05 March, 2011

Danger Cave & Juke Box Cave

I was privileged enough to go on a field trip with Kevin Jones (State Archaeologist) and Ron Rood (Assistant State Archaeologist) to Danger Cave and Juke Box Cave. 


The caves are part of Danger Cave State Park, which was set aside because of its prehistorical significance but never developed due to lack of funding. Archaeological digs in the 1940s and 1950s found evidence of some of the earliest human habitation in the Great Basin, going back more than 10,000 years in Danger Cave and 7,000 years in Juke Box.


(Click on pictures to view them larger).

Danger Cave:


Danger Cave
Danger Cave is a North American Archaeological site located in the Bonneville Basin of western Utah around the Great Salt Lakes region, that features artifacts of the Desert Culture from ca. 9500 BCE until ca. 500 CE. Through carbon-14 dating, it has been determined that there is very little evidence of human life in the Danger Cave area in 11,000 BP, but there is much evidence of human life by 9,000 BP. (Read more about Danger Cave here).
Opening of Danger Cave

Inside the cave looking back out.
Excavation pits.

Excavation Pit.
Kevin Jones explaining the layers.
The Dark areas are from fires burning inside the cave and fire places. Many layers are pickle weed chaff.


Juke Box Cave:

Juke Box Cave opening.

Juke Box was so named because a concrete floor was poured in the cavern during World War II and it was used as a dance hall by airmen stationed at Wendover.

Inside Juke Box Cave. In the back you can see the dust and dirt covered cement dance floor.
Rock art with rare horse back riders. Possibly dating around the 1600s.


Layers building up to the opening.
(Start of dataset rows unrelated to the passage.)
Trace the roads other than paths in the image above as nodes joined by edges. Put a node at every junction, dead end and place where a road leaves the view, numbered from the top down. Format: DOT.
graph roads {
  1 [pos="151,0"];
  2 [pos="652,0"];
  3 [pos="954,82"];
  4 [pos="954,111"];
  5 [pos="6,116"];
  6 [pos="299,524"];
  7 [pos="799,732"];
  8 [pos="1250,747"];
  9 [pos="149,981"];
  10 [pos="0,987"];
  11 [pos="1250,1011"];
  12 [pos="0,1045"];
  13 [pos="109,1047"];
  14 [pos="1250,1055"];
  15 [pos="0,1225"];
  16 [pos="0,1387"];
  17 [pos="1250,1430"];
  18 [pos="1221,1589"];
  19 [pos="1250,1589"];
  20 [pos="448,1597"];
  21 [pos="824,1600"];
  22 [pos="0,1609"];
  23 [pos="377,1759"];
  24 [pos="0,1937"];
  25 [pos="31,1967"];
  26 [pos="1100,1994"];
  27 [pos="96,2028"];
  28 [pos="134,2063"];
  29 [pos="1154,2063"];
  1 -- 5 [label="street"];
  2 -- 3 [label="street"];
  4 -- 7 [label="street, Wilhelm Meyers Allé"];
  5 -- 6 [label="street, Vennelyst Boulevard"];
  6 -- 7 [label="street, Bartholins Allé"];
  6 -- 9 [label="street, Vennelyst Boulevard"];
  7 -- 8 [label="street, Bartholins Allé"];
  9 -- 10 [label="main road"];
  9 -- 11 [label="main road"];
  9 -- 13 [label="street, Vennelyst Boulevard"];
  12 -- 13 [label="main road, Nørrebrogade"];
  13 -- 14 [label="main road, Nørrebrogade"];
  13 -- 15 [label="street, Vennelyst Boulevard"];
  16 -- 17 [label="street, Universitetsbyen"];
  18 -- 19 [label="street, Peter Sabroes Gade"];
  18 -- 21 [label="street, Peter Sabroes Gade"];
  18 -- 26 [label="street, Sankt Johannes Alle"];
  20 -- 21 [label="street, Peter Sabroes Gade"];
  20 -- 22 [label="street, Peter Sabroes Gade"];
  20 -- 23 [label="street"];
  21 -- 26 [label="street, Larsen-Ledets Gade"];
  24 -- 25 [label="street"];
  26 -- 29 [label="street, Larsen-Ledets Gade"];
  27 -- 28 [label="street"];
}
Bottom Right, excavation trench showing layers.
Looking back up to the cave opening.


 As we exited the cave, three curious big horn sheep peered down at us as they passed.






Lake Bonneville Salt Flat layers:


Trench dug out in front of Juke Box Cave.
Lake Bonneville was a large, ancient lake that existed from about 32 to 14 thousand years ago.  It occupied the lowest, closed depression in the eastern Great Basin and at its largest extent covered about 20,000 square miles of western Utah and smaller portions of eastern Nevada and southern Idaho.